Op-Ed: Why Uber Wasn't Welcome in Austin

In the spirit of civic self-congratulation, Austin resident Richard Parker writes about how the transportation network company giants canceled service after losing a referendum vote. He ascribes this victory to the city's enduring contrarian streak.

2 minute read

May 25, 2016, 11:00 AM PDT

By Philip Rojc @PhilipRojc


Texas State Capitol building

Uber didn't agree to fingerprinting, so it left. | tex1sam / Flickr

Earlier this month in Austin, Texas, voters struck down a measure that would exempt Uber and other transportation network companies from driver fingerprinting. Richard Parker writes that it became "a referendum on who is in the driver's seat (pun intended) when it comes to the public weal: new-economy powerhouses out to 'disrupt' society for fun and profit, or the people they're seeking to disrupt. In Austin, it wasn't even close."

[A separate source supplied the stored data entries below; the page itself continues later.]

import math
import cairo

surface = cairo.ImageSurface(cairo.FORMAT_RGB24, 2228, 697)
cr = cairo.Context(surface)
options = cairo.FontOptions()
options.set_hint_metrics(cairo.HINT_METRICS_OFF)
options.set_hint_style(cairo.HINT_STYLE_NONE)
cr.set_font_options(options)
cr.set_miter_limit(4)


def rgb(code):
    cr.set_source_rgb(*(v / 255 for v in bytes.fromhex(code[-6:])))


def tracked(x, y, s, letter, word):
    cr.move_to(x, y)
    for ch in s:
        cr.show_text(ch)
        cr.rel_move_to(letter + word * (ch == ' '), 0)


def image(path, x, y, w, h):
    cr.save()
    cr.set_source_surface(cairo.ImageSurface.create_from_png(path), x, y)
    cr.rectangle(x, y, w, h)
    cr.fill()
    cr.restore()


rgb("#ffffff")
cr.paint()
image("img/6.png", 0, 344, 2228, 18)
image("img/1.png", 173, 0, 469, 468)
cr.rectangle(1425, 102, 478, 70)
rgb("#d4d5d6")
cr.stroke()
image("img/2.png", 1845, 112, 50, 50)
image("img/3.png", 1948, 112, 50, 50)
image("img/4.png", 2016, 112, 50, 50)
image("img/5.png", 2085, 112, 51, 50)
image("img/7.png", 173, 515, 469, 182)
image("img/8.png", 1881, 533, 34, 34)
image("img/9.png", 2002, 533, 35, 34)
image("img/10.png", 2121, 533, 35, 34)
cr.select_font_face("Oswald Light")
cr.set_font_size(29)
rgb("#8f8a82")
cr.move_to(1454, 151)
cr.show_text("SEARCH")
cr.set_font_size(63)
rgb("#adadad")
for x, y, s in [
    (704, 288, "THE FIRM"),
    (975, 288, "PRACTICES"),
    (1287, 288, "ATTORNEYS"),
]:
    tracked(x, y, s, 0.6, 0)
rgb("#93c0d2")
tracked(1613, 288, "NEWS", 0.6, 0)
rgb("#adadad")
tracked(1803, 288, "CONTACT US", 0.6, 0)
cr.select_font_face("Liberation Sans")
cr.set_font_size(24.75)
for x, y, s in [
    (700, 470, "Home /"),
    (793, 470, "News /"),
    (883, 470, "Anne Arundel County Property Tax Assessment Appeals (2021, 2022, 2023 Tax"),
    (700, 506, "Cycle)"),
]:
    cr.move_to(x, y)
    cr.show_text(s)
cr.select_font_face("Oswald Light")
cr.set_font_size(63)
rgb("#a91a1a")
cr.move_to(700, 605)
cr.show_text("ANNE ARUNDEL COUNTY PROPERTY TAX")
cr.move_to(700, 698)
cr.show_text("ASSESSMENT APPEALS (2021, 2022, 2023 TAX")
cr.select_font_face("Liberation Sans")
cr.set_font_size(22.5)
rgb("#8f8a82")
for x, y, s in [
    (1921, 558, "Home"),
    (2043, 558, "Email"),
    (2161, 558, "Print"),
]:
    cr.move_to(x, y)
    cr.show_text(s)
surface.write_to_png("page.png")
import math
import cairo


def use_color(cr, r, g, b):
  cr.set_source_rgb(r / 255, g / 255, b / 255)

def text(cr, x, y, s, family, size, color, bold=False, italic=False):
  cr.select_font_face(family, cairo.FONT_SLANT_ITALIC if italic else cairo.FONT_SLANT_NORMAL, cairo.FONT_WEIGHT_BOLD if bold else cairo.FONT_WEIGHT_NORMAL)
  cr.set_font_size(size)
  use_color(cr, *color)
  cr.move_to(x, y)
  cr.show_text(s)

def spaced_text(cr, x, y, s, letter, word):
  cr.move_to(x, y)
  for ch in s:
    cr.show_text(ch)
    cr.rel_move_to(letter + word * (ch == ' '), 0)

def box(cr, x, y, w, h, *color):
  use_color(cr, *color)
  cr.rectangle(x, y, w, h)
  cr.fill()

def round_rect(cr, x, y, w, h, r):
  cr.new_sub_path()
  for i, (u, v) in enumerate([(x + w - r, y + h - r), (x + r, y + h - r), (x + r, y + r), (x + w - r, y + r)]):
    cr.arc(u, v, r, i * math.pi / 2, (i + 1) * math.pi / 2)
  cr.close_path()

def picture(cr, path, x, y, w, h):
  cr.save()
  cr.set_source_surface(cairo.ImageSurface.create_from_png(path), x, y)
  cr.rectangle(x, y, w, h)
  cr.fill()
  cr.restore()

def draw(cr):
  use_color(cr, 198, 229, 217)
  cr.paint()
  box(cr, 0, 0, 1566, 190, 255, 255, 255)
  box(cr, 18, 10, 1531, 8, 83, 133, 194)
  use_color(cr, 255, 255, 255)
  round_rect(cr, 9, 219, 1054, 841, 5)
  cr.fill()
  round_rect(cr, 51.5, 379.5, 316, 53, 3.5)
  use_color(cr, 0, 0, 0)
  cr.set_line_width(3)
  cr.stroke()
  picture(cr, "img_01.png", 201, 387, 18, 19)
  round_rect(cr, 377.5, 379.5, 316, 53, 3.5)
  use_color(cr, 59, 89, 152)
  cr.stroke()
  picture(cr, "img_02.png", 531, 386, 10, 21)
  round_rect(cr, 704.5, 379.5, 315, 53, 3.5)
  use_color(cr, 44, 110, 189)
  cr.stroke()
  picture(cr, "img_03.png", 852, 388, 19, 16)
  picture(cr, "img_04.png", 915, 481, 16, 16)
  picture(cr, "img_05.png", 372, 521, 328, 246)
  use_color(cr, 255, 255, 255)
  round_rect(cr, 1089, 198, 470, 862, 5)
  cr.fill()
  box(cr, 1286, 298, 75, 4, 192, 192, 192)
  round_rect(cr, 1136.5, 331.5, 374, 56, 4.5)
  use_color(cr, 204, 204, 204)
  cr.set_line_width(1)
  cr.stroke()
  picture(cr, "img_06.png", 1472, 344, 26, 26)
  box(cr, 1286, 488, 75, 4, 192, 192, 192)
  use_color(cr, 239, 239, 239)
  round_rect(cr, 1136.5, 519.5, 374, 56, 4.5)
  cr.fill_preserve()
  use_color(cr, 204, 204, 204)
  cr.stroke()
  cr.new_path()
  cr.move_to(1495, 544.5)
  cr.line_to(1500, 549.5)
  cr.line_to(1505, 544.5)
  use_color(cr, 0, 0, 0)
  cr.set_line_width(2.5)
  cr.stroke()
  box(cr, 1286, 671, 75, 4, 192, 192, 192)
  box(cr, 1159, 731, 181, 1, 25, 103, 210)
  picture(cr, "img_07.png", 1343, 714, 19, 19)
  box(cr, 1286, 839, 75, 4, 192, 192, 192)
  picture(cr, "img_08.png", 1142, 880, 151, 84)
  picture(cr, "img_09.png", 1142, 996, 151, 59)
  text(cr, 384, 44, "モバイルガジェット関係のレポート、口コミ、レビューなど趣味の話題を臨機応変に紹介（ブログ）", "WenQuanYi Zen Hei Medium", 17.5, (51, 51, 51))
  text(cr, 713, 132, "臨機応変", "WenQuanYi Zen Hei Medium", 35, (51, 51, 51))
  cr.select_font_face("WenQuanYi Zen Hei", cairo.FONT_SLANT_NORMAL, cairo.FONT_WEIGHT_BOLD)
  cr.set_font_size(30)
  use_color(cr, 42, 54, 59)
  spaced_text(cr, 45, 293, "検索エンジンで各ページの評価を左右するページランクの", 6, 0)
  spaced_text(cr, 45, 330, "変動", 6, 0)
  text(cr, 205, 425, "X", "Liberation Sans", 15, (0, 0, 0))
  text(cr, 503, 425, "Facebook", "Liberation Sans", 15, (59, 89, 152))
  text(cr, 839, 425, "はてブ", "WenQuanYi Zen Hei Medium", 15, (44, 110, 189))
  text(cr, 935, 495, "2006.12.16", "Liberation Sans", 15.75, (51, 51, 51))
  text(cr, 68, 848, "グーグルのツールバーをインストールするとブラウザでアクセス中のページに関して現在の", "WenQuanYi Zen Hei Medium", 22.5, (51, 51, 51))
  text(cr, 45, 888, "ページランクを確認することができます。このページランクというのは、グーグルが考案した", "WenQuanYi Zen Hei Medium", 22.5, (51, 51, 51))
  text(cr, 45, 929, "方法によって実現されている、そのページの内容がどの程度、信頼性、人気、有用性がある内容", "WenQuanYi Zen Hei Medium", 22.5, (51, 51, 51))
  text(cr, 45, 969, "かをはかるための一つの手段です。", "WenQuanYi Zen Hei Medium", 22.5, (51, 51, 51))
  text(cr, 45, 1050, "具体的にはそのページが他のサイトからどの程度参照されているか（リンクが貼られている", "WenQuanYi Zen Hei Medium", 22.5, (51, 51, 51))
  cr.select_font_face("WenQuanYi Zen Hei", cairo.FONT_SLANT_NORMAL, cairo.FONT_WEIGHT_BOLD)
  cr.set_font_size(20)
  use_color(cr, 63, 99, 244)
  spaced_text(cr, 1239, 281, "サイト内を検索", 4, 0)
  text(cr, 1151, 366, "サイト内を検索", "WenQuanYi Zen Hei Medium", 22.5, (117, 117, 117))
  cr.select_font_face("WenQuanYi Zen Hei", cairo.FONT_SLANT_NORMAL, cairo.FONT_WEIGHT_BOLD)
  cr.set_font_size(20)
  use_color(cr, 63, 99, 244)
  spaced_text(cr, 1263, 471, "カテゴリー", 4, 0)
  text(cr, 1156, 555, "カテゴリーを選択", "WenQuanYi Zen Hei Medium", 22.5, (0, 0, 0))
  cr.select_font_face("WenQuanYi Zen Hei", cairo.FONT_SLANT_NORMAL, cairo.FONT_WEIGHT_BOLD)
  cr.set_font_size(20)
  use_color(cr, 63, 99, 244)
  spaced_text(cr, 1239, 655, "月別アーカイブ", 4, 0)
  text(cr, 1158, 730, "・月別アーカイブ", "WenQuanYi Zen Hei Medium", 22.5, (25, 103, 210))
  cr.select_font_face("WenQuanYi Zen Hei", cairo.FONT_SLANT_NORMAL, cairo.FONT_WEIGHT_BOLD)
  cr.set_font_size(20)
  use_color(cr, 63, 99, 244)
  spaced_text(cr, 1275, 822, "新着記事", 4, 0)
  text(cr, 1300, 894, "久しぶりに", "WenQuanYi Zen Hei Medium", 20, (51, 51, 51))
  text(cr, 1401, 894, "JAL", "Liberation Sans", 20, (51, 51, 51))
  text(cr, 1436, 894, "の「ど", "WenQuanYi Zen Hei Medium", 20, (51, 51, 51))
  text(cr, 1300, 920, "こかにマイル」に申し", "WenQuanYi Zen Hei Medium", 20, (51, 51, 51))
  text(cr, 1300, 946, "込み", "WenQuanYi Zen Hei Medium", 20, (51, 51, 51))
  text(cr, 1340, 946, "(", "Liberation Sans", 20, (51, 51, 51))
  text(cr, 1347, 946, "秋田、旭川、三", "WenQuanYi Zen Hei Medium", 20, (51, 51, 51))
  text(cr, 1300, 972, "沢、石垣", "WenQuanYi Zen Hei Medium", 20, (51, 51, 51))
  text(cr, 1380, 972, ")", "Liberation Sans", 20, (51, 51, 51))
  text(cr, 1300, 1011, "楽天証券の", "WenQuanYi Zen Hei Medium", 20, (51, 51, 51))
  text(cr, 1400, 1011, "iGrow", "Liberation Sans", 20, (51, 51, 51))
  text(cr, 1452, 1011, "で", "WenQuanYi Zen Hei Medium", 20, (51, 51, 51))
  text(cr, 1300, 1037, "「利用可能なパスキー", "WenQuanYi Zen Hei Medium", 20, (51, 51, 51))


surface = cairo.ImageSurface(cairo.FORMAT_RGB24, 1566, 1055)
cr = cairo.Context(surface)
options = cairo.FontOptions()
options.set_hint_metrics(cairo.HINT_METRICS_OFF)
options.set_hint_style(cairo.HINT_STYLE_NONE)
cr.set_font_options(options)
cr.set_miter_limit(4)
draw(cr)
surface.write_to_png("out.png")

When they lost the vote, Uber and Lyft quit the Texas capital two years after they arrived. 

According to Parker, transportation network companies weren't always the public enemy they apparently became. In 2014, with the city full of young creatives, festival-goers, and other Uber-friendly types, transportation network companies seemed like "the perfect fit."

"But what [the companies] failed to appreciate was that Austin's long and storied counterculture wasn't just a marketing pose." Parker writes that many in Austin have resisted the city's transformation into a techie paradise just as hard as they fought Texas' prevailing conservative politics. Some even blamed the companies for worse traffic when drivers developed a habit of stopping mid-street to pick up customers. 

He also clarifies that the decision to cut off service wasn't Austin's. "To be clear: The city never told Uber and Lyft to leave. But it did insist that they play by our rules and have drivers be fingerprinted, just like cabbies — particularly after the police investigated at least seven alleged sexual assaults by ride-share drivers in 2015."